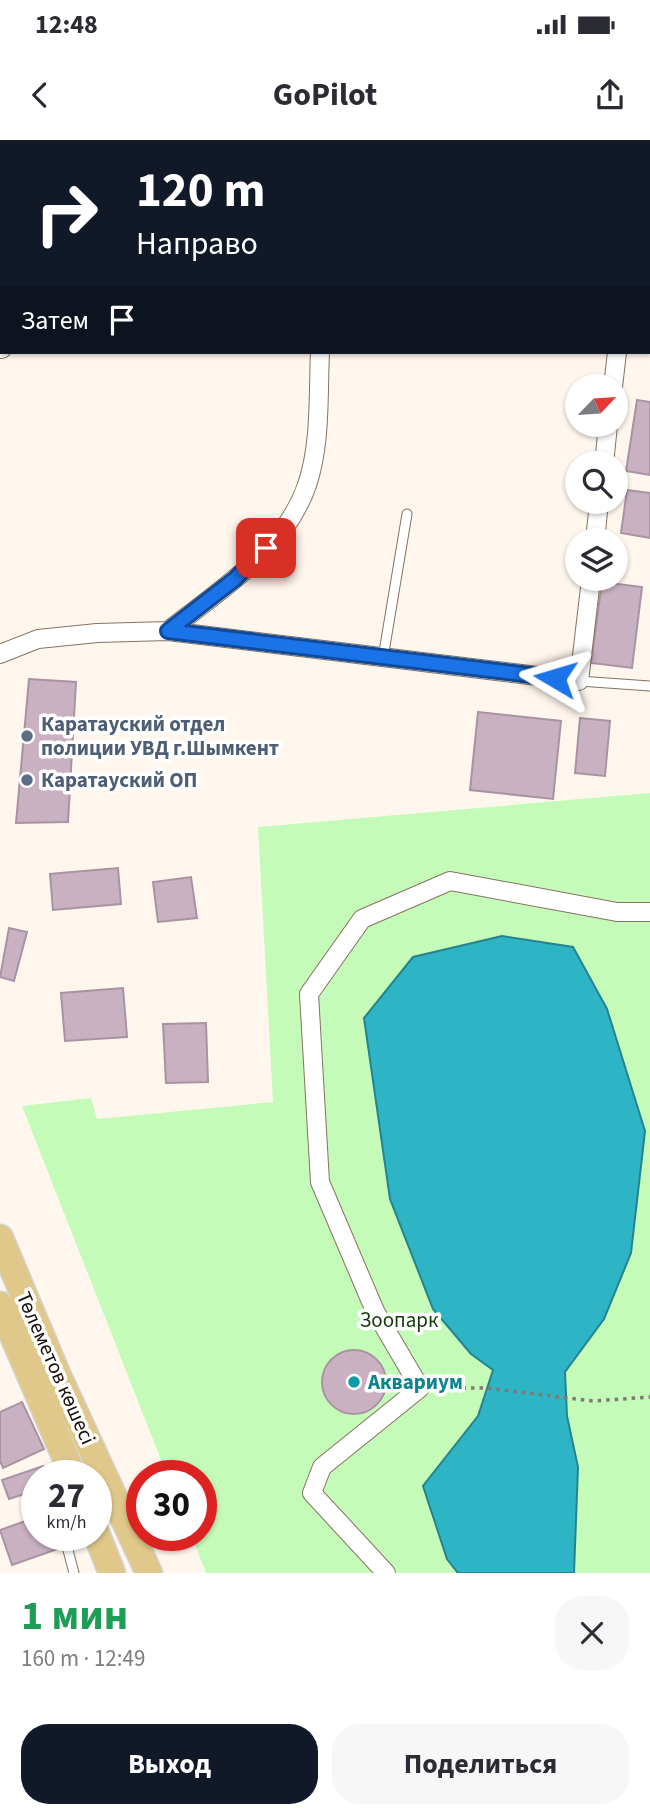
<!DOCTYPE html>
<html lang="ru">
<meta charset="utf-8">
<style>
:root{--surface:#fff;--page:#f7f7f7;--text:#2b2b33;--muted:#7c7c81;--accent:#111827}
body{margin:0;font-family:"Source Sans 3",sans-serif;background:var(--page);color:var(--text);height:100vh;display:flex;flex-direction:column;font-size:26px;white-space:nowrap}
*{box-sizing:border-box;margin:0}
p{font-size:23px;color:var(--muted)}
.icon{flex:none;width:38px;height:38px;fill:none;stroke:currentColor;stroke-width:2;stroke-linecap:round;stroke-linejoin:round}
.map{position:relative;height:1433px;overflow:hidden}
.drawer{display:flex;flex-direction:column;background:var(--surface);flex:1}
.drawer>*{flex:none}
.banner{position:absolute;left:0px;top:0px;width:651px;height:214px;box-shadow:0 2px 5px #0004;background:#111827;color:#fff;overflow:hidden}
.needle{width:46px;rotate:65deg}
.tools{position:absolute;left:565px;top:234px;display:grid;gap:14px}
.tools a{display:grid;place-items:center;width:63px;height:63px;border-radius:50%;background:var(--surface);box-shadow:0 2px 5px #0004;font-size:35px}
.speed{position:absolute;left:21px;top:1320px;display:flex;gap:14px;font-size:35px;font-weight:700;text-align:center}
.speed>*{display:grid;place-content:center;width:91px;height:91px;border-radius:50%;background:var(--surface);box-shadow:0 2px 5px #0004;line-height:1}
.speed small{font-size:18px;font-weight:400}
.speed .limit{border:10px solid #d22;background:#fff;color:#111}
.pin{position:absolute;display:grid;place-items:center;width:60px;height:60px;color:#fff;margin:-30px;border-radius:14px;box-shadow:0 4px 10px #0006}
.me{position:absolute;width:77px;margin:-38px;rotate:277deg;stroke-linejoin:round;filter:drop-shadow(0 0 5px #0008)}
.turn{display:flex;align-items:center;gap:24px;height:147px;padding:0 21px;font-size:32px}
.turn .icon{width:91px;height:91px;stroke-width:2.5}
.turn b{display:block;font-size:49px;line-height:60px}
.then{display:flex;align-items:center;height:66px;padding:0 21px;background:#0003;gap:14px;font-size:26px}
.round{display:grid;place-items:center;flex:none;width:74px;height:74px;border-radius:28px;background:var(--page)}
.summary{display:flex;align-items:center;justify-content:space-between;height:119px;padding:0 21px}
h1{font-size:42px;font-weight:700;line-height:52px;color:#1e9e55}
.cta{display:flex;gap:14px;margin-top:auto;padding:14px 21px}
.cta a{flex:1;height:80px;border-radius:28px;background:var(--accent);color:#fff;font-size:28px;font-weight:700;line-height:80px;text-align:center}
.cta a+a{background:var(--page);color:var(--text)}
.status{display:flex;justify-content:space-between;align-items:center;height:49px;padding:0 35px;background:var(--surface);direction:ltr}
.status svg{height:19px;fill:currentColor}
header{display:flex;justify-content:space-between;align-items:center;height:91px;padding:0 21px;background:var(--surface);font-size:32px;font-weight:700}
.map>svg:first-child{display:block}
.green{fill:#c4fbb8}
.water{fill:#2db5c6;stroke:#26838d;stroke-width:2}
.building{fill:#c9b1c1;stroke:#a992a1;stroke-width:2}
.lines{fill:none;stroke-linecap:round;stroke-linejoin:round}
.lane-casing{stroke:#867261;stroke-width:11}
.street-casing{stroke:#867261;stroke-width:20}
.primary-casing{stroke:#d5d4d3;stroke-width:29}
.path{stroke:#807871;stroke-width:3.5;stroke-dasharray:3.5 5;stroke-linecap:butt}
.lane{stroke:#fff;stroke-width:9}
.street{stroke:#fff;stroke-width:18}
.primary{stroke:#dfc88a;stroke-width:26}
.route-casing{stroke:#114b97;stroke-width:18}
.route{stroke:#1a73e8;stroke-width:12}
.service-dot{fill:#5c6f8a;stroke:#fff;stroke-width:2.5}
.culture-dot{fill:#0f9aa8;stroke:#fff;stroke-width:2.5}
.labels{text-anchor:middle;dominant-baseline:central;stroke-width:7;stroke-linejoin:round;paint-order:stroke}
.service-label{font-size:21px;font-weight:bold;fill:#4e5e75;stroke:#fff;text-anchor:start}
.park-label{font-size:21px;fill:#143a0b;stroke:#fff}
.street-label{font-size:21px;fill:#170f09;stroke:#fff}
.culture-label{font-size:21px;font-weight:bold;fill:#0d838f;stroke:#fff;text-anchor:start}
</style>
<div class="status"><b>12:48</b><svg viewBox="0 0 49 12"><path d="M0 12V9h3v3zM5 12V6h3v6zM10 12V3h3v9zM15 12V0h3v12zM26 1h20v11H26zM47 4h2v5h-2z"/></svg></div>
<header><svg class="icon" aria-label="back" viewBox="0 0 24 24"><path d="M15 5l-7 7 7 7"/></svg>GoPilot<svg class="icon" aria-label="share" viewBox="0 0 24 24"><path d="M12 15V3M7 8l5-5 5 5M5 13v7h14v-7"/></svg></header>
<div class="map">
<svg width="650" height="1433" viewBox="0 0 650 1433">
<rect width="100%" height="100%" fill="#fff6ee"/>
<path class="green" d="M 650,653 L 650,1433 L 206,1433 L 191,1395 L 201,1395 L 201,1335 L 167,1335 L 22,966 L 91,958 L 97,979 L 273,962 L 258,687 Z"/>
<path class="water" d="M 502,796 L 573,807 L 607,869 L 645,991 L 631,1113 L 604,1179 L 565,1232 L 567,1276 L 578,1327 L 574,1433 L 458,1433 L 447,1419 L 423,1346 L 478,1276 L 493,1230 L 471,1214 L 433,1169 L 390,1059 L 364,878 L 413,817 Z"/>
<path class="building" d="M 429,0 L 505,0 L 428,2 Z
M 637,260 L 650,262 L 650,335 L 626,331 Z
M 627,350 L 650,353 L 650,398 L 621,393 Z
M 602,442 L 642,447 L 632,528 L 591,523 Z
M 29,539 L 76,542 L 68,682 L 16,683 Z
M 478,572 L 561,581 L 553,659 L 470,650 Z
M 580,578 L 610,581 L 605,636 L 575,633 Z
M 118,728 L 121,764 L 53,770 L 50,734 Z
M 191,737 L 197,778 L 158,782 L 153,742 Z
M 9,788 L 27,792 L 14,841 L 0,837 Z
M 123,848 L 127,897 L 65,901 L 61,853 Z
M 206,883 L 208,942 L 166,943 L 163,884 Z
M322 1242a32 32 0 1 1 64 0a32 32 0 1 1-64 0Z
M 22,1262 L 44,1309 L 3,1328 L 0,1321 L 0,1272 Z
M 43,1326 L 46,1335 L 37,1335 L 37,1350 L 9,1359 L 2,1340 Z
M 37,1377 L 37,1395 L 53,1395 L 58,1409 L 12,1425 L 0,1390 Z"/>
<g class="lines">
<defs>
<path id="lane" d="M 114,0 L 115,2
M 383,518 L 407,374
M 579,541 L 650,546
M 64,1395 L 74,1433"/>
<path id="street" d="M 171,0 L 171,2
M 332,2 L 332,0
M 574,2 L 574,0
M 649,66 L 650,66
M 0,209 L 2,209
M 613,247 L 617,212
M 604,324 L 608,285
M 595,401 L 599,362
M 168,491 C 219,451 285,410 307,345 C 321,304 318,255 320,212
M 0,514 L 38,499 L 97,493 L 168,491 L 579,541 L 591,439
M 386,1433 L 312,1353 L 322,1327 L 420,1248 L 375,1171 L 320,1042 L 309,854 L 362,779 L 450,741 L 617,772 L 650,772"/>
<path id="primary" d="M 0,1098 L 58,1236 L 149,1433
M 0,1165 L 73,1335
M 96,1393 L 112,1433"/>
</defs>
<use href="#lane" class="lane-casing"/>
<use href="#street" class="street-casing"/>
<use href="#primary" class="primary-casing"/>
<path class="path" d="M 437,1248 L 487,1248 L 593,1261 L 650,1257"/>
<use href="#lane" class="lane"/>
<use href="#street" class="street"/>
<use href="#primary" class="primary"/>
</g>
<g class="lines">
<defs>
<path id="route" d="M 266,408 L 235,439 L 168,491 L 555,538"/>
</defs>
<use href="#route" class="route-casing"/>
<use href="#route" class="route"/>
</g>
<g class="service-dot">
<circle cx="27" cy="596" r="7"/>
<circle cx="27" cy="640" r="7"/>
</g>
<circle class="culture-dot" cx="354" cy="1242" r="7"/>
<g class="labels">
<g class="service-label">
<text x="41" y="584">Каратауский отдел<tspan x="41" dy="24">полиции УВД г.Шымкент</tspan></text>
<text x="41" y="640">Каратауский ОП</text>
</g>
<g class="park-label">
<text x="399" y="1180">Зоопарк</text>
</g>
<g class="street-label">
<text transform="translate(56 1228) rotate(66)">Төлеметов көшесі</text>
</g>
<g class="culture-label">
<text x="368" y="1242">Аквариум</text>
</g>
</g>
</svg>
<div class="tools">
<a><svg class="needle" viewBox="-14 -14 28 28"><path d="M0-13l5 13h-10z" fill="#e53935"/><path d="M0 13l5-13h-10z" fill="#7c7c81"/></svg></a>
<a><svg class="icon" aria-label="search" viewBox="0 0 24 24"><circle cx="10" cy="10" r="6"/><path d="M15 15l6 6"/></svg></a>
<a><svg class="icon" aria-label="layers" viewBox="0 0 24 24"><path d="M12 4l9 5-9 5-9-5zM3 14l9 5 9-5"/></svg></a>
</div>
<div class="speed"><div>27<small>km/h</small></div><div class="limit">30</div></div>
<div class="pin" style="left:266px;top:408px;background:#d93025"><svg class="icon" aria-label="arrive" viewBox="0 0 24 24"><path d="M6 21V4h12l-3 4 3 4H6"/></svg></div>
<svg class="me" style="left:555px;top:538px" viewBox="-20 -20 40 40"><path d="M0-17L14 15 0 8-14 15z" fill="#1a73e8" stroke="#fff" stroke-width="4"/></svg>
<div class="banner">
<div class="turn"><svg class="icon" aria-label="right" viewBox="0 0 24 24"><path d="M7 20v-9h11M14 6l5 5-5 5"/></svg><div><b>120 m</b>Направо</div></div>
<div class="then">Затем<svg class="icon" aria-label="arrive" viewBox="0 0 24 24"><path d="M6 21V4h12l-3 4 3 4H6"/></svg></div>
</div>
</div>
<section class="drawer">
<div class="summary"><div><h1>1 мин</h1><p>160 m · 12:49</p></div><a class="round"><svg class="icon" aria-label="close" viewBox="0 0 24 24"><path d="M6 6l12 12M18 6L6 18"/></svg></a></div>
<div class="cta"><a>Выход</a><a>Поделиться</a></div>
</section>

——

• The task: The answer must be every line from the records above that contains "overflow".

• Task solution:
.map{position:relative;height:1433px;overflow:hidden}
.banner{position:absolute;left:0px;top:0px;width:651px;height:214px;box-shadow:0 2px 5px #0004;background:#111827;color:#fff;overflow:hidden}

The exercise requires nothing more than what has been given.